**What you should do**
Restate the listing word for word; omit the images.

Segment Start: Task data

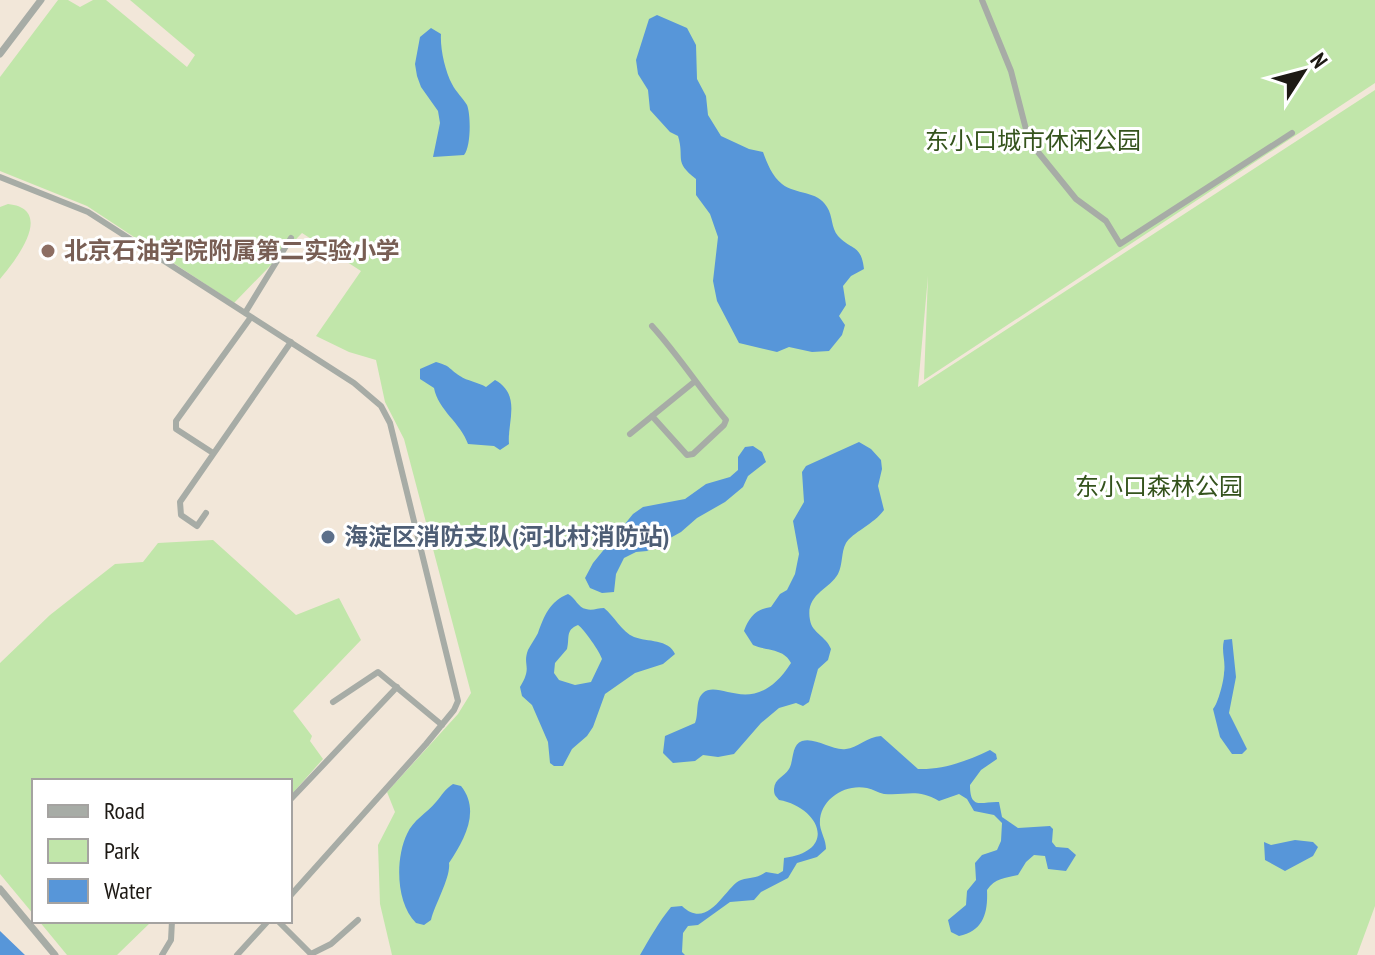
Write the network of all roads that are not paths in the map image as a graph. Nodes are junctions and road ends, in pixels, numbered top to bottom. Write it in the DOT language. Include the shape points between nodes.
graph roads {
  1 [pos="41,0"];
  2 [pos="982,0"];
  3 [pos="0,54"];
  4 [pos="1292,133"];
  5 [pos="0,177"];
  6 [pos="291,238"];
  7 [pos="248,315"];
  8 [pos="652,326"];
  9 [pos="291,342"];
  10 [pos="694,382"];
  11 [pos="652,416"];
  12 [pos="630,434"];
  13 [pos="213,453"];
  14 [pos="206,513"];
  15 [pos="397,687"];
  16 [pos="333,702"];
  17 [pos="442,725"];
  18 [pos="292,798"];
  19 [pos="0,889"];
  20 [pos="292,892"];
  21 [pos="358,920"];
  22 [pos="172,923"];
  23 [pos="266,923"];
  24 [pos="280,923"];
  25 [pos="55,955"];
  26 [pos="162,955"];
  27 [pos="237,955"];
  1 -- 3 [label="street"];
  2 -- 4 [label="street" via="1011,71 1029,141 1076,199 1106,221 1120,244"];
  5 -- 7 [label="street" via="88,212"];
  6 -- 7 [label="street"];
  7 -- 9 [label="street"];
  7 -- 13 [label="street" via="176,421 176,429"];
  8 -- 10 [label="street"];
  9 -- 13 [label="street"];
  9 -- 17 [label="street" via="354,383 381,406 390,423 458,701"];
  10 -- 11 [label="street"];
  10 -- 11 [label="street" via="726,420 693,454 687,455"];
  11 -- 12 [label="street"];
  13 -- 14 [label="street" via="180,502 181,515 197,526"];
  15 -- 16 [label="street" via="378,672"];
  15 -- 17 [label="street"];
  15 -- 18 [label="street"];
  17 -- 20 [label="street"];
  19 -- 25 [label="street"];
  21 -- 24 [label="street" via="311,954"];
  22 -- 26 [label="street" via="171,940"];
  23 -- 27 [label="street"];
}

Segment End: Task data

**Answer to this problem**
Write the network of all roads that are not paths in the map image as a graph. Nodes are junctions and road ends, in pixels, numbered top to bottom. Write it in the DOT language. Include the shape points between nodes.
graph roads {
  1 [pos="41,0"];
  2 [pos="982,0"];
  3 [pos="0,54"];
  4 [pos="1292,133"];
  5 [pos="0,177"];
  6 [pos="291,238"];
  7 [pos="248,315"];
  8 [pos="652,326"];
  9 [pos="291,342"];
  10 [pos="694,382"];
  11 [pos="652,416"];
  12 [pos="630,434"];
  13 [pos="213,453"];
  14 [pos="206,513"];
  15 [pos="397,687"];
  16 [pos="333,702"];
  17 [pos="442,725"];
  18 [pos="292,798"];
  19 [pos="0,889"];
  20 [pos="292,892"];
  21 [pos="358,920"];
  22 [pos="172,923"];
  23 [pos="266,923"];
  24 [pos="280,923"];
  25 [pos="55,955"];
  26 [pos="162,955"];
  27 [pos="237,955"];
  1 -- 3 [label="street"];
  2 -- 4 [label="street" via="1011,71 1029,141 1076,199 1106,221 1120,244"];
  5 -- 7 [label="street" via="88,212"];
  6 -- 7 [label="street"];
  7 -- 9 [label="street"];
  7 -- 13 [label="street" via="176,421 176,429"];
  8 -- 10 [label="street"];
  9 -- 13 [label="street"];
  9 -- 17 [label="street" via="354,383 381,406 390,423 458,701"];
  10 -- 11 [label="street"];
  10 -- 11 [label="street" via="726,420 693,454 687,455"];
  11 -- 12 [label="street"];
  13 -- 14 [label="street" via="180,502 181,515 197,526"];
  15 -- 16 [label="street" via="378,672"];
  15 -- 17 [label="street"];
  15 -- 18 [label="street"];
  17 -- 20 [label="street"];
  19 -- 25 [label="street"];
  21 -- 24 [label="street" via="311,954"];
  22 -- 26 [label="street" via="171,940"];
  23 -- 27 [label="street"];
}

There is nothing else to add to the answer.